* _Prompt_: From the entries below, copy every line where the string "highway" appears.

* _Dataset items_:
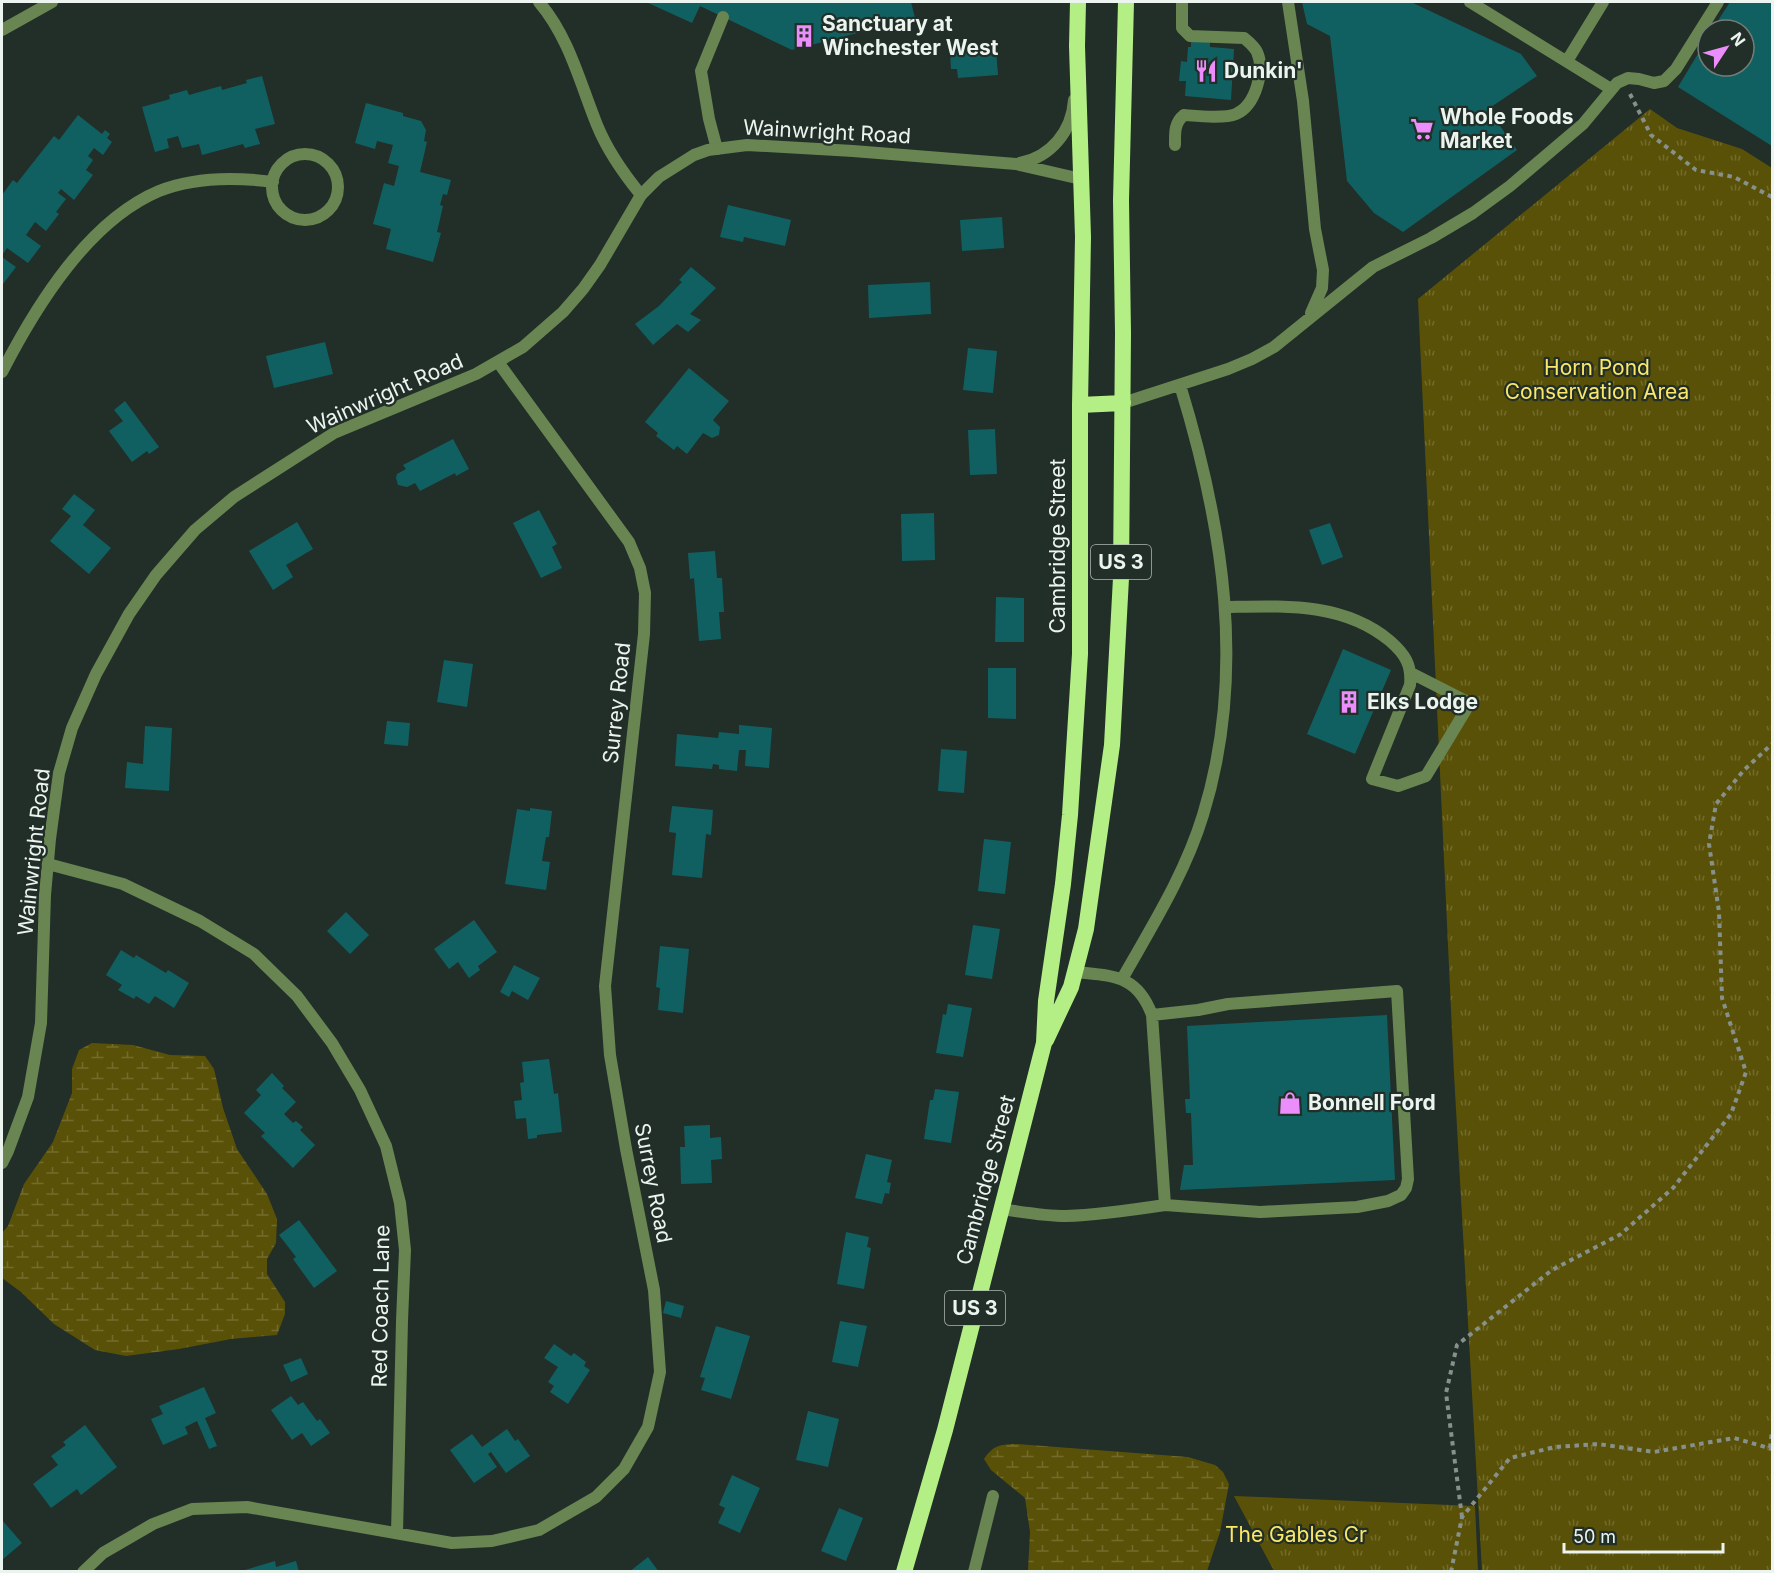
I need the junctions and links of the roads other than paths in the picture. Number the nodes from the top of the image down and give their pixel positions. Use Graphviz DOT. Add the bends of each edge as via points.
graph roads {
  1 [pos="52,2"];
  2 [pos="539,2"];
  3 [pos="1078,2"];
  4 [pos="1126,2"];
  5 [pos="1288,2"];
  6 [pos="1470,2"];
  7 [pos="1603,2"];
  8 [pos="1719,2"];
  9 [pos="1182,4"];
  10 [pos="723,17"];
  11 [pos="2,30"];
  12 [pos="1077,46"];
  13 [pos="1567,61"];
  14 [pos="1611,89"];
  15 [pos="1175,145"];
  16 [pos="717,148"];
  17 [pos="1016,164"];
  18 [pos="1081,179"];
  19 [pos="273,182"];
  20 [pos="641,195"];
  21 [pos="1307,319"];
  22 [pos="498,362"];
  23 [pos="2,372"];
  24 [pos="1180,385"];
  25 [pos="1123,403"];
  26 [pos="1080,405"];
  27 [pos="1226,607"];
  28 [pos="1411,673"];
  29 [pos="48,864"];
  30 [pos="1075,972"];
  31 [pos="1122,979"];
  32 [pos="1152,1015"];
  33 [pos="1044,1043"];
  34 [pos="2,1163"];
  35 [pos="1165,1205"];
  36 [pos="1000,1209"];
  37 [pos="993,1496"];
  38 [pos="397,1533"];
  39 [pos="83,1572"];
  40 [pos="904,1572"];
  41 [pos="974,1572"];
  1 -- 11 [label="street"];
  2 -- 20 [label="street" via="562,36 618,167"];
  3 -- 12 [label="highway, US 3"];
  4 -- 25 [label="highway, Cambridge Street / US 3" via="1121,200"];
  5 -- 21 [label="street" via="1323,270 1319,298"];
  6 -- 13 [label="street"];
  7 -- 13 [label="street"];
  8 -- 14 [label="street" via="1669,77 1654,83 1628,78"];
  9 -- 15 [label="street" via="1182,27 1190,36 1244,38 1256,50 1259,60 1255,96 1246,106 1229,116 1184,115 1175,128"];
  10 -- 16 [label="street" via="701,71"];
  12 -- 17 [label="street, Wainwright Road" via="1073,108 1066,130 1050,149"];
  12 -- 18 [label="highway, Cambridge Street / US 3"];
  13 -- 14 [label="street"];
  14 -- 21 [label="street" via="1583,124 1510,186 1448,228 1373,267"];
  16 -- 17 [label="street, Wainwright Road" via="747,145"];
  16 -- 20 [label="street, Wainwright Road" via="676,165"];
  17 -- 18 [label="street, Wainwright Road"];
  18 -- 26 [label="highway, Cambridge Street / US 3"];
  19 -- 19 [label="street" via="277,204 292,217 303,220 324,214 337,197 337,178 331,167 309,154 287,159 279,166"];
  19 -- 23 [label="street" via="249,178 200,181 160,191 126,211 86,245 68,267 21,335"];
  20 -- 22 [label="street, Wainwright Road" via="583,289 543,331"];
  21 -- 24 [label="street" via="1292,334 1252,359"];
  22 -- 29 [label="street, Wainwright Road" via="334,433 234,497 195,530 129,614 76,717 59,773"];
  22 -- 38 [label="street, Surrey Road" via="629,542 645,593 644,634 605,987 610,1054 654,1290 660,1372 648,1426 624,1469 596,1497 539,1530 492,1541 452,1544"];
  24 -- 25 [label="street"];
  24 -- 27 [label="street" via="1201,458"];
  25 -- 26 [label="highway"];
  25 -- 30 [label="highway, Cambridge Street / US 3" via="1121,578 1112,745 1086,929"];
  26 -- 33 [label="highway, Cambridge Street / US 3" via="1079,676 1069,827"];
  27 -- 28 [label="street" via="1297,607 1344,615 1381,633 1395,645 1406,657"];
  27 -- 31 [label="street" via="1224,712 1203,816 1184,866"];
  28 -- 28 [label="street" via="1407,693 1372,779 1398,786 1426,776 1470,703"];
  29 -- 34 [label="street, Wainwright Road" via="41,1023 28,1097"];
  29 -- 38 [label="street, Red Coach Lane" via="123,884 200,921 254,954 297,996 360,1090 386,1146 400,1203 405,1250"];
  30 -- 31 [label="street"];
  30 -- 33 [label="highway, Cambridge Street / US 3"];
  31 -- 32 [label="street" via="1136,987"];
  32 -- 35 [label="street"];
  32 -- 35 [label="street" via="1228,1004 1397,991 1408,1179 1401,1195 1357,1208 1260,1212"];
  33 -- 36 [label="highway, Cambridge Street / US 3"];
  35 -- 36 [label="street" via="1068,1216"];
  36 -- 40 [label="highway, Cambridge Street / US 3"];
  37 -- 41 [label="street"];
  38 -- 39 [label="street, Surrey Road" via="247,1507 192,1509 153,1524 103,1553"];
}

* _Solution to this exercise_:
  3 -- 12 [label="highway, US 3"];
  4 -- 25 [label="highway, Cambridge Street / US 3" via="1121,200"];
  12 -- 18 [label="highway, Cambridge Street / US 3"];
  18 -- 26 [label="highway, Cambridge Street / US 3"];
  25 -- 26 [label="highway"];
  25 -- 30 [label="highway, Cambridge Street / US 3" via="1121,578 1112,745 1086,929"];
  26 -- 33 [label="highway, Cambridge Street / US 3" via="1079,676 1069,827"];
  30 -- 33 [label="highway, Cambridge Street / US 3"];
  33 -- 36 [label="highway, Cambridge Street / US 3"];
  36 -- 40 [label="highway, Cambridge Street / US 3"];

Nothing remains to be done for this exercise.